Chronischer Schmerz

Daten und Fakten
Die Medizin unterscheidet zwischen akutem und chronischem Schmerz. Ersterer weist auf eine drohende oder bereits eingetretene Gewebeschädigung hin. Er hat eine wichtige biologische Warnfunktion, hält nur kurze Zeit an und klingt nach Beseitigung der auslösenden Ursache rasch ab. Von chronischem Schmerz spricht man, wenn der Schmerz länger als sechs Monate anhält oder immer wiederkehrt. Ursache hierfür können unheilbare Erkrankungen wie zum Beispiel bösartige Tumoren oder Rheuma sein. Oft ist jedoch kein Zusammenhang mehr zwischen dem Schmerz und der Schädigung bzw. der Erkrankung, die einst den Schmerz auslöste, erkennbar. Der Schmerz hat seine Warnfunktion verloren und ist zu einem eigenständigen Krankheitsbild geworden. Schätzungen zufolge leiden in Deutschland rund sechs Millionen Menschen an chronischen Schmerzen und bei 500.000 bis 600.000 Patienten liegt ein schwer therapierbares Schmerzsyndrom vor. Rückenschmerzen stellen die häufigste Form chronischer Schmerzen dar, Kopfschmerzen stehen an zweiter Stelle.

Die Lebensqualität der Schmerzpatienten ist erheblich beeinträchtigt. Als besonders gravierend gelten die psychosozialen Folgen (Vereinsamung, Depression), von denen diese Menschen und ihre Angehörigen oft zusätzlich betroffen sind. Auch die volkswirtschaftlichen Belastungen sind erheblich: So werden bei Rückenschmerzen die Kosten für Behandlung, Rehabilitation, Arbeitsausfälle und frühzeitige Verrentung auf über 15,3 Milliarden EURO pro Jahr geschätzt, bei Kopfschmerzen belaufen sie sich auf etwa 2,5 Milliarden EURO jährlich.

Was tut das BMBF?
Der Verbesserung der schmerztherapeutischen Versorgung in Deutschland kommt daher im Sinne der Betroffenen und aus gesundheitsökonomischer Sicht eine große Bedeutung zu. Es besteht noch immer erheblicher Forschungsbedarf. Daher fördert das BMBF seit März 2002 drei überregional und interdisziplinär angelegte Forschungsverbünde, die sich jeweils auf definierte Schmerzsyndrome konzentrieren:

Kopfschmerzen/Migräne
Rückenschmerzen
Neuropathischer Schmerz (Nervenschmerzen)
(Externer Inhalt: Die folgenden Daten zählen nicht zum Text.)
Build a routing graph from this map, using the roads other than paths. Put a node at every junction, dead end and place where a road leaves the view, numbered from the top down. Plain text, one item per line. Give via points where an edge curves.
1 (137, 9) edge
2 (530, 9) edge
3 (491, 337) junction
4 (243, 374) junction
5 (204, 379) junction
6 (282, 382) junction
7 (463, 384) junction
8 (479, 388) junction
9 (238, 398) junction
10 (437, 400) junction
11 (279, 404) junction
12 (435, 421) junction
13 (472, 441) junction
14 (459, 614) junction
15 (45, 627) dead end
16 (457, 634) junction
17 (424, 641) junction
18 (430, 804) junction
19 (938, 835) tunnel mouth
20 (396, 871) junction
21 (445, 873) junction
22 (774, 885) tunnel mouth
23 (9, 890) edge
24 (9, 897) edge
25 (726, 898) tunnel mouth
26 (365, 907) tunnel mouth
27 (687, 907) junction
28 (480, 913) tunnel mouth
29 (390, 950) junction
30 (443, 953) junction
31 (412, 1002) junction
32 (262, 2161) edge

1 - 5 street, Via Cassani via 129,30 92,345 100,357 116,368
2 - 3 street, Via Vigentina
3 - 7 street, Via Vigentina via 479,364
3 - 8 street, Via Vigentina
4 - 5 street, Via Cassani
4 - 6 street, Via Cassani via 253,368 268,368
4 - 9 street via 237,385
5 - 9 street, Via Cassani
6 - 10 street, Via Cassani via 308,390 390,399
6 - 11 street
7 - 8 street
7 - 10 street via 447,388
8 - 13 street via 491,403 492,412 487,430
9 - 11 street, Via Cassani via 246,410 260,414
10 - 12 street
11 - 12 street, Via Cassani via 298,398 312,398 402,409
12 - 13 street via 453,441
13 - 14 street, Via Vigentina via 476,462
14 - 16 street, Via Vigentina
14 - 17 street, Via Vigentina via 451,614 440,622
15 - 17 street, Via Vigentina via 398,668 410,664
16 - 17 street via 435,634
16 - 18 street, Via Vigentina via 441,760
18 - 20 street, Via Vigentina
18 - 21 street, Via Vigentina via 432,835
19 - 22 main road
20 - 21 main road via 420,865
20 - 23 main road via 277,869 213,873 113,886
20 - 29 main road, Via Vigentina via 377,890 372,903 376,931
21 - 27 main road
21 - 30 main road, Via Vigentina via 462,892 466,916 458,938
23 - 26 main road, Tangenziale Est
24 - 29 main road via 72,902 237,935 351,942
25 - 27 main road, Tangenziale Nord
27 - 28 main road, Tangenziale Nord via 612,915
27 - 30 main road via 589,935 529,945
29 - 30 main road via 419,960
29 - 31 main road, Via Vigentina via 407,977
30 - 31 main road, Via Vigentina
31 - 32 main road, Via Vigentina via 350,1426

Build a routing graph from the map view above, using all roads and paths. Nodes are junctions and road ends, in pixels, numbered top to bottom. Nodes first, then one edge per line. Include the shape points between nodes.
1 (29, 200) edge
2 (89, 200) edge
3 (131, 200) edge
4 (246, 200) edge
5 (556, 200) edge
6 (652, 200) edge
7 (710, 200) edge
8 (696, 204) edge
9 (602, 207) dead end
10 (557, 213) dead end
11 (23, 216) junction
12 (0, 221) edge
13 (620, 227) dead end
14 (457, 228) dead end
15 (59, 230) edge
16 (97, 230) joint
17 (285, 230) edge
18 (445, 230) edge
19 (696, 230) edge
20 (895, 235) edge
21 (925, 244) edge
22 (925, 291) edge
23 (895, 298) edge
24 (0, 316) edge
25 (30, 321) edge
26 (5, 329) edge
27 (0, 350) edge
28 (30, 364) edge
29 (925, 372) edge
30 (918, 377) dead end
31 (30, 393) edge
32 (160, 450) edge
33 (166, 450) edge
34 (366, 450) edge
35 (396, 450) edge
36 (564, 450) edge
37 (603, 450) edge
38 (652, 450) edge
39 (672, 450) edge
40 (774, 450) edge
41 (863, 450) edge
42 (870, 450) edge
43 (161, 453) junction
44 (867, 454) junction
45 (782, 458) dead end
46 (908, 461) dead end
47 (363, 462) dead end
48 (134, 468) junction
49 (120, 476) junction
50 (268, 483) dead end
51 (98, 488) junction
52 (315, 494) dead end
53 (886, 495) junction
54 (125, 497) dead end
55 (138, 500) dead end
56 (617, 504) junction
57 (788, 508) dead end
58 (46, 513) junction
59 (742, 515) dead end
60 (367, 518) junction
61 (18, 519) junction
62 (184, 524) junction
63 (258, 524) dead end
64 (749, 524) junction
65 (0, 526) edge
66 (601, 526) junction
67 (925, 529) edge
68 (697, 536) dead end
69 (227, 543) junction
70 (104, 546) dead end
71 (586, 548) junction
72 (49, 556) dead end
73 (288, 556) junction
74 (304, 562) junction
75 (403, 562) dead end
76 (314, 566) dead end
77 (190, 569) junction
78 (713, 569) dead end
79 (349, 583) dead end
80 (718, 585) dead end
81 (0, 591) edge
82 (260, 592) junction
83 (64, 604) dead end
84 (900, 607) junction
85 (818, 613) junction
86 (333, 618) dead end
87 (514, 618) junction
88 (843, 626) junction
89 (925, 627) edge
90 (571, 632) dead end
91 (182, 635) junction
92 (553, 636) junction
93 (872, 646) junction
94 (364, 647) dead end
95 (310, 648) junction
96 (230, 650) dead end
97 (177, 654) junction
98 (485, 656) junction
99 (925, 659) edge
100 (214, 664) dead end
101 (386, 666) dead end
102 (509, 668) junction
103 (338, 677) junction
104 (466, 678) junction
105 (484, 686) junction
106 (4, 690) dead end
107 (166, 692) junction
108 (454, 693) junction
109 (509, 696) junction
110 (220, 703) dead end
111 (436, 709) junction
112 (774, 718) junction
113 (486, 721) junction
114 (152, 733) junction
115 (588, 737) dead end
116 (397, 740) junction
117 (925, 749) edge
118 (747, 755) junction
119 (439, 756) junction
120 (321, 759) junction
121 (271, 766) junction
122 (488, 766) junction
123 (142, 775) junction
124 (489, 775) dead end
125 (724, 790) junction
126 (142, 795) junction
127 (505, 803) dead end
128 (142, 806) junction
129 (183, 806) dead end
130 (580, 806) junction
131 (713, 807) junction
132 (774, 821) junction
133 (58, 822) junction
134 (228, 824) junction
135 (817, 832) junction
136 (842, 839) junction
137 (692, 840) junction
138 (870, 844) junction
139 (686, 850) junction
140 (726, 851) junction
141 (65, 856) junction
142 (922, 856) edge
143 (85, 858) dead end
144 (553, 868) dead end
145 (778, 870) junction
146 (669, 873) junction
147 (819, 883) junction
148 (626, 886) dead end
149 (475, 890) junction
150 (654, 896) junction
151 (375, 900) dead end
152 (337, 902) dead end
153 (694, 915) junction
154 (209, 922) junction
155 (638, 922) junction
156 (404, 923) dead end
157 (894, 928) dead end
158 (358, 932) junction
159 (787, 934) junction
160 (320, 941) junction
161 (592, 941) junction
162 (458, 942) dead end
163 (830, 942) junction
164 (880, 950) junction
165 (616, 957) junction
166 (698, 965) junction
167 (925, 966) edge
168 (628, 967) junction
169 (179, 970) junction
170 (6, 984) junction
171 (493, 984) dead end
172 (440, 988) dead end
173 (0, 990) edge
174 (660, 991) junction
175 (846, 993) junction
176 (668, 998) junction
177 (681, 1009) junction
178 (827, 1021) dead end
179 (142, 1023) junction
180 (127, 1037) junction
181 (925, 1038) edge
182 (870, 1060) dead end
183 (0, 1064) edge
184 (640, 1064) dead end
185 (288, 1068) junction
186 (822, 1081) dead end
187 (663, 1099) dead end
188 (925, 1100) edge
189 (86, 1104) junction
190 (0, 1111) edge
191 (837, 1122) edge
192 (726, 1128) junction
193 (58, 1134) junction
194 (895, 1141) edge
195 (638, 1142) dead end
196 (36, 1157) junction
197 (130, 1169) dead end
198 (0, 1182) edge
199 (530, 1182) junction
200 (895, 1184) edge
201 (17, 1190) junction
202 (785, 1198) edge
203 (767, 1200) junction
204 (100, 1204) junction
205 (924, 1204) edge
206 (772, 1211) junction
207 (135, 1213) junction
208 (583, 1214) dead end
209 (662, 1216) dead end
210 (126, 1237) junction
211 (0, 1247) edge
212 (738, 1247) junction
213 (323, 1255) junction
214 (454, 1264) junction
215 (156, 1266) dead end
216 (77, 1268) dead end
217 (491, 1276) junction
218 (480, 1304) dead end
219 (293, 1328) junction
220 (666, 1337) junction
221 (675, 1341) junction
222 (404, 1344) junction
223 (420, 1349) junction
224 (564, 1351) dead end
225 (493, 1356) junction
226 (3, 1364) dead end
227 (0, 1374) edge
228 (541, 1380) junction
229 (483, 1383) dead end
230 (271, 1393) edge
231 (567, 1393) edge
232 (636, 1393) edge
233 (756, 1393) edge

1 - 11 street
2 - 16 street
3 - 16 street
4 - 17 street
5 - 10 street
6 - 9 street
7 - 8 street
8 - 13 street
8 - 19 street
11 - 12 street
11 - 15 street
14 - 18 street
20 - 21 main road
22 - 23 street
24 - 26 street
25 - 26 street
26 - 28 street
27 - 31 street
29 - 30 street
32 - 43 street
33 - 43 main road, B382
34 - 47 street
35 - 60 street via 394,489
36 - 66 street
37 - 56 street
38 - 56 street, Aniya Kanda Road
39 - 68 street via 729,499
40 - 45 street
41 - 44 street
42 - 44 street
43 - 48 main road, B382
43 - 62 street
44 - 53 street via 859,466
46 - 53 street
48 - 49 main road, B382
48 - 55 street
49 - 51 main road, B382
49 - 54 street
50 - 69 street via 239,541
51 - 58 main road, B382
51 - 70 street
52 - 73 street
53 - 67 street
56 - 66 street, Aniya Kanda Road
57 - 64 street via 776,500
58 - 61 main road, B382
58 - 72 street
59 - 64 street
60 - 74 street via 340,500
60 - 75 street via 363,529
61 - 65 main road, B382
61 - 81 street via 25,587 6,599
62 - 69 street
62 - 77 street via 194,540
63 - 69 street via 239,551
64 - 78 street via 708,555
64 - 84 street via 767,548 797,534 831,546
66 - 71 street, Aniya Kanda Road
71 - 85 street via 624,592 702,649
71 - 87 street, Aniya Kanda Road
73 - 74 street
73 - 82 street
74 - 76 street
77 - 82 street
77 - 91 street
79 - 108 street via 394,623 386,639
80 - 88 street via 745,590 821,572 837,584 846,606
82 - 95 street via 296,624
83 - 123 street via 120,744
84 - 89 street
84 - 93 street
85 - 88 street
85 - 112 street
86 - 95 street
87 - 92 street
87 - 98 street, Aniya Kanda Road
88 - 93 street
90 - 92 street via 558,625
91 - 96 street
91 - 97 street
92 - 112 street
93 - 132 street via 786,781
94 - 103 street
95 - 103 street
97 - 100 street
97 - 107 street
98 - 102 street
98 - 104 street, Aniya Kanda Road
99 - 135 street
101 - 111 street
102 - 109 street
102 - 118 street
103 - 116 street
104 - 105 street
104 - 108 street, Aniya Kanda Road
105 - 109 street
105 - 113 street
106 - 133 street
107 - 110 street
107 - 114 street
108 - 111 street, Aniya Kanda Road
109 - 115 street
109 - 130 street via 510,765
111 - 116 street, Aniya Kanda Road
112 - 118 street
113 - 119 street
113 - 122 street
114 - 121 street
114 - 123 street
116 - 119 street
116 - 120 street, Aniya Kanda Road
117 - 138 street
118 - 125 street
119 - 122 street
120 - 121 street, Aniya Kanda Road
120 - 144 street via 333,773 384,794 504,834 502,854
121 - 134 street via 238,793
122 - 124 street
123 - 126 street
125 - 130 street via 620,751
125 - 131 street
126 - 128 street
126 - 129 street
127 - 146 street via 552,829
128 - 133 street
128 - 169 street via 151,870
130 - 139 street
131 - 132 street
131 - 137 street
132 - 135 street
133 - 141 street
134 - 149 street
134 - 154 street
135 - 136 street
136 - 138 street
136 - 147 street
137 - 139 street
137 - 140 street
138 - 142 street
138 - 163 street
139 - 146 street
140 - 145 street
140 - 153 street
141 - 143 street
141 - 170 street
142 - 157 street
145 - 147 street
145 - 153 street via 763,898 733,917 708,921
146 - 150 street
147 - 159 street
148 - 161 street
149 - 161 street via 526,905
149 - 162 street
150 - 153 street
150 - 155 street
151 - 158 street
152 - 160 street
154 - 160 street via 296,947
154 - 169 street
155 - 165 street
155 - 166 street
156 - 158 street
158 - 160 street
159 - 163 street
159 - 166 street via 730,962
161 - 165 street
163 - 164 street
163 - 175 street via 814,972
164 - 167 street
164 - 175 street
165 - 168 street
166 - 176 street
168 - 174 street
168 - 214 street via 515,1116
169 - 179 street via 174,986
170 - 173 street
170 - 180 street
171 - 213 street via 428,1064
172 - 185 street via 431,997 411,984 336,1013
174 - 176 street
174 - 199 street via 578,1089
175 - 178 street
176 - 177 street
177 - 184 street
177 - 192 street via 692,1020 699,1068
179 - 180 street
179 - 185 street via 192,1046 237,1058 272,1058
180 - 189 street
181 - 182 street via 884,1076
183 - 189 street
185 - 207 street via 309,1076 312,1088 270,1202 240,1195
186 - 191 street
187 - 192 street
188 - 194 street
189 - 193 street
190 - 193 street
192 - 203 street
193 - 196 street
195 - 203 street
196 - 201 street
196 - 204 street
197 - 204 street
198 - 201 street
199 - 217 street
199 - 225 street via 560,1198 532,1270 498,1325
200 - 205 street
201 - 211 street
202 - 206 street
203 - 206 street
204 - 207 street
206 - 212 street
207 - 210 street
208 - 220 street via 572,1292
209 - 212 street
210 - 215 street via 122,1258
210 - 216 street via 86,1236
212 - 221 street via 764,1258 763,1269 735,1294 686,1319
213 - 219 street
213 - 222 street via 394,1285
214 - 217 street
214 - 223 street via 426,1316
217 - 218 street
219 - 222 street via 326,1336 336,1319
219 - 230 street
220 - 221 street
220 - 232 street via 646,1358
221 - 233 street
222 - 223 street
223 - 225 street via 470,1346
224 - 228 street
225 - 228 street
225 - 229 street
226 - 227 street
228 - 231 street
In den Verbünden arbeiten Wissenschaftler aus verschiedenen Disziplinen (u.a. Neurobiologie, Neurologie, Psychologie, Pharmakologie, Anästhesiologie, Sozialmedizin, Biometrie) überregional in oder mit Kliniken und Schmerzambulanzen zusammen. Da die meisten Schmerzpatienten nicht in Universitätskliniken, sondern bei ihrem Hausarzt Hilfe suchen, sind auch niedergelassene Ärzte in die Verbünde einbezogen. Auf diese Weise wird der optimale Transfer von Forschungsergebnissen in die Versorgung gewährleistet

Beispiele aus den breitgefächerten Forschungsthemen sind:

Forschungsverbund Rückenschmerz:
Welche Prozesse spielen sich bei der Chronifizierung von Rückenschmerz ab?
Lässt sich die Chronifizierung von Rückenschmerz verhindern?
Wann hilft die Physiotherapie bei chronischem Rückenschmerz?
Soll bei Bandscheibenvorfall operiert werden oder nicht?

Forschungsverbund Kopfschmerz:
Gibt es genetische Grundlagen für Migräne-Anfälligkeit?
Lässt sich die Chronifizierung von Kopfschmerzen durch psychologische Ansätze verhindern?
Wie verbreitet sind chronische Kopfschmerzen bei Kindern und Erwachsenen in Deutschland?
Wie lassen sich Veränderungen im Gehirn bei Migräne und Spannungskopfschmerz durch funktionelle Bildgebungsverfahren (fMRT) darstellen?

Forschungsverbund Neuropathischer Schmerz: 
Welches sind die grundlegenden molekularen und zellulären Mechanismen bei der Entstehung von chronischen Schmerzen?
Wie und wo werden Schmerzen im Gehirn verarbeitet?
Lässt sich die Entstehung von neuropathischen Schmerzen, z.B. Phantomschmerzen nach Amputation von Gliedmaßen, durch gezielte Medikamentengabe verhindern?
Wie kann man bereits aufgetretene neuropathische Schmerzen besser medikamentös behandeln?